Dans ces trois domaines XML apporte une valeur ajoutée. Tout d'abord, XML est né dans le monde SGML. Jon Bosak de Sun Microsystems composa en 1996 un groupe de travail de spécialistes afin de proposer une version plus "light" de SGML qu'ils baptisèrent XML et qui fut adoptée comme recommandation par le W3C (World Wide Web Consortium) en février 1998. XML est souvent présenté comme représentant 20 % de la complexité de SGML pour lui conserver 80 % de son potentiel. Ensuite, très naturellement, XML s'est imposé comme "la mère" du langage HTML et, de façon générale, comme "la mère" de tous les langages qui ont plus une vocation de publication, XML se concentrant exclusivement sur la structure et le contenu. Afin de rendre HTML compatible avec la structure plus rigoureuse de XML, HTML va dans le sens de cette évolution et le successeur de HTML version 4 porte désormais le nom de XHTML version 1. Enfin, on ne compte plus les initiatives du monde de l'EDI qui ont placé XML au coeur de leur architecture. Citons, par exemple, RosettaNet (industries électroniques et informatiques), CGIP (Global Commerce Internet Protocol) et surtout, ebXML, qui est une initiative commune au CEFACT de l'ONU et au consortium OASIS (Organization for the Advancement of Structured Information Standards).
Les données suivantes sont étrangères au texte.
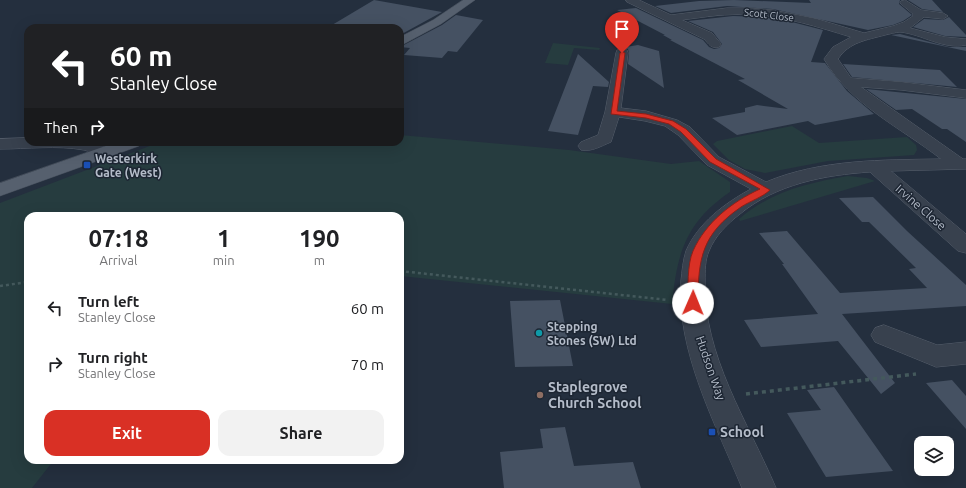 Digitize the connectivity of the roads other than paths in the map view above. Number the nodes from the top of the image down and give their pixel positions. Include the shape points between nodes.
1 (470, 0) edge
2 (631, 0) edge
3 (905, 3) dead end
4 (918, 13) junction
5 (943, 16) dead end
6 (671, 18) junction
7 (899, 28) junction
8 (865, 37) junction
9 (404, 40) edge
10 (962, 42) dead end
11 (715, 44) dead end
12 (622, 53) dead end
13 (847, 82) junction
14 (965, 92) edge
15 (613, 112) junction
16 (0, 144) edge
17 (24, 144) edge
18 (92, 146) edge
19 (121, 146) edge
20 (587, 146) dead end
21 (100, 153) junction
22 (963, 164) edge
23 (875, 167) junction
24 (0, 190) edge
25 (766, 190) junction
26 (966, 246) edge
27 (884, 334) dead end
28 (966, 353) edge
29 (760, 488) edge

1 - 9 main road
2 - 6 street
3 - 4 street
4 - 5 street
4 - 7 street via 916,19
6 - 8 street, Scott Close via 724,12 760,12 798,18
6 - 11 street via 708,36
7 - 8 street
7 - 10 street via 944,41
8 - 13 street via 843,44 831,59
12 - 15 street
13 - 14 street
13 - 22 street via 857,93
15 - 20 street via 605,138
15 - 25 street via 646,116 671,123 684,131 713,161
16 - 17 street
18 - 21 street
19 - 21 main road
21 - 24 main road
22 - 23 street, Hudson Way
23 - 25 street, Hudson Way via 836,170 804,177
23 - 26 street, Irvine Close
25 - 29 street, Hudson Way via 730,210 714,225 698,252 693,278 693,303 705,358 719,397
27 - 28 street via 936,356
XML au carrefour de la publication, de l'intégration et des échanges

XML s'est aujourd'hui imposé comme langage pivot de la publication, de l'intégration et des échanges. L'ensemble des acteurs s'est aujourd'hui rallié à ce standard et on notera que même les systèmes les plus fermés proposent désormais une ouverture fondée sur XML. Les récentes adoptions du format XML dans les logiciels bureautiques (OpenOffice, Microsoft Office 11) vont contribuer à accélérer le mouvement de fond de sa généralisation et de sa banalisation.

XML rend l'information facilement réutilisable. Il simplifie la gestion documentaire et ouvre son potentiel de diffusion sur Internet. Il permet aux portails d'entreprise de fédérer une information dans un format flexible et adapté à la publication multi-canal sur Internet. Il facilite l'interopérabilité et les échanges entre des systèmes d'information hétérogènes. Enfin, contrairement à certaines idées reçues, XML n'a pas vocation à remplacer ni HTML ni l'EDI conventionnel mais il contribue à enrichir fortement leur potentiel. De la même façon, il y a peu de chances de voir XML devenir le format universel de représentation des données des applications de back office. En revanche, il contribuera fortement, comme support d'interopérabilité, à leur ouverture et à leur intégration avec les autres applications de l'entreprise et de ses partenaires.